Dataset entries:
━━━━━━━━━━━━━━━━━━━━━━━━━━━━━━

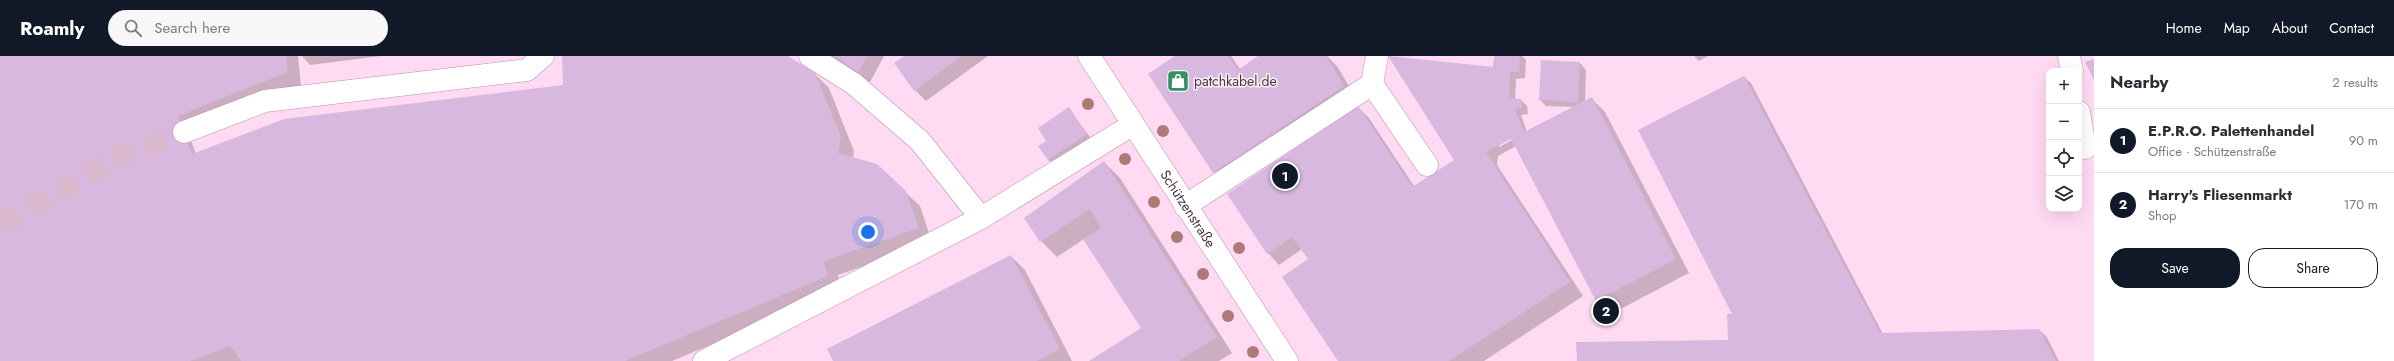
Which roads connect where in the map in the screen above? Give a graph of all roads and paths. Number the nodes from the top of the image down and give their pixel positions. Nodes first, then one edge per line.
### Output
1 (543, 56) edge
2 (810, 56) edge
3 (1089, 56) edge
4 (1377, 56) edge
5 (2069, 56) edge
6 (2071, 68) edge
7 (1372, 84) junction
8 (1132, 125) junction
9 (2082, 130) edge
10 (184, 132) tunnel mouth
11 (2085, 148) dead end
12 (1426, 165) dead end
13 (1185, 206) junction
14 (981, 218) junction
15 (704, 361) edge
16 (1287, 361) edge

1 - 10 street
2 - 14 street
3 - 8 street, Schützenstraße
4 - 7 street
5 - 6 street
7 - 12 street
7 - 13 street
8 - 13 street, Schützenstraße
8 - 14 street
9 - 11 street
13 - 16 street, Schützenstraße
14 - 15 street

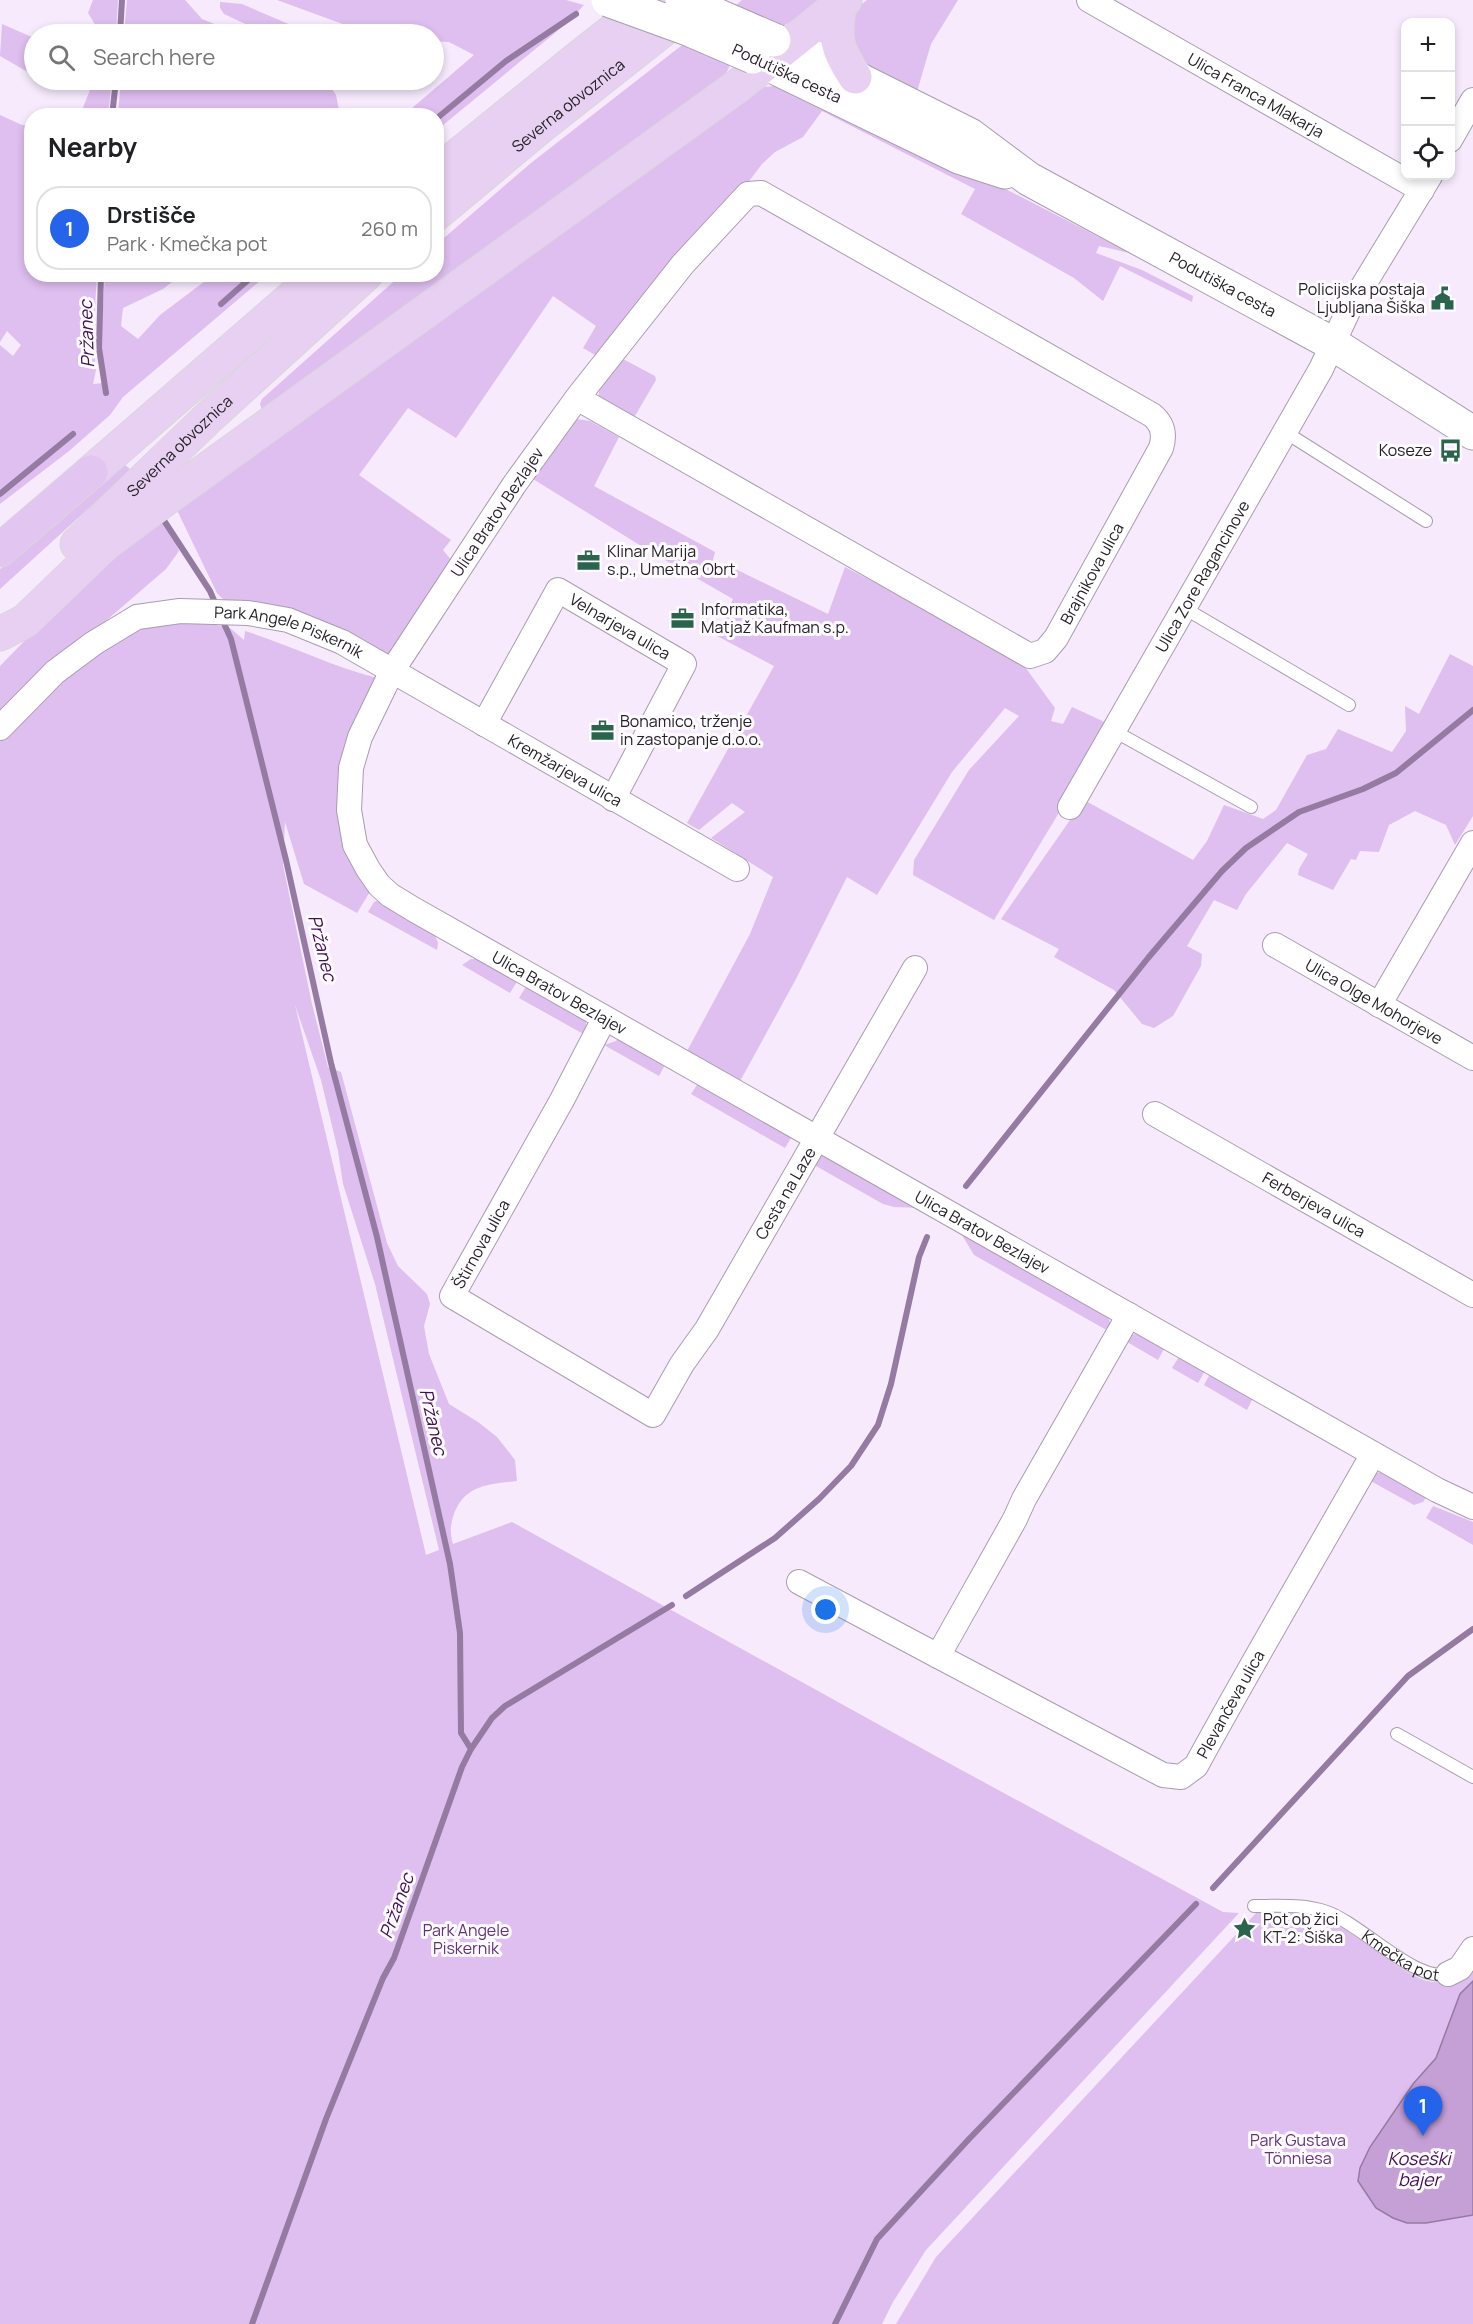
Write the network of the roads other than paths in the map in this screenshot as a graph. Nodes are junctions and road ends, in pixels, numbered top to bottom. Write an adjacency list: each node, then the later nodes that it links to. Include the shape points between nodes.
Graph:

━━━━━━━━━━━━━━━━━━━━━━━━━━━━━━

PROBLEM REQUIREMENTS:
The lines to return are those in the entries above that hold "roads".

SOLUTION:
Which roads connect where in the map in the screen above? Give a graph of all roads and paths. Number the nodes from the top of the image down and give their pixel positions. Nodes first, then one edge per line.
Write the network of the roads other than paths in the map in this screenshot as a graph. Nodes are junctions and road ends, in pixels, numbered top to bottom. Write an adjacency list: each node, then the later nodes that it links to. Include the shape points between nodes.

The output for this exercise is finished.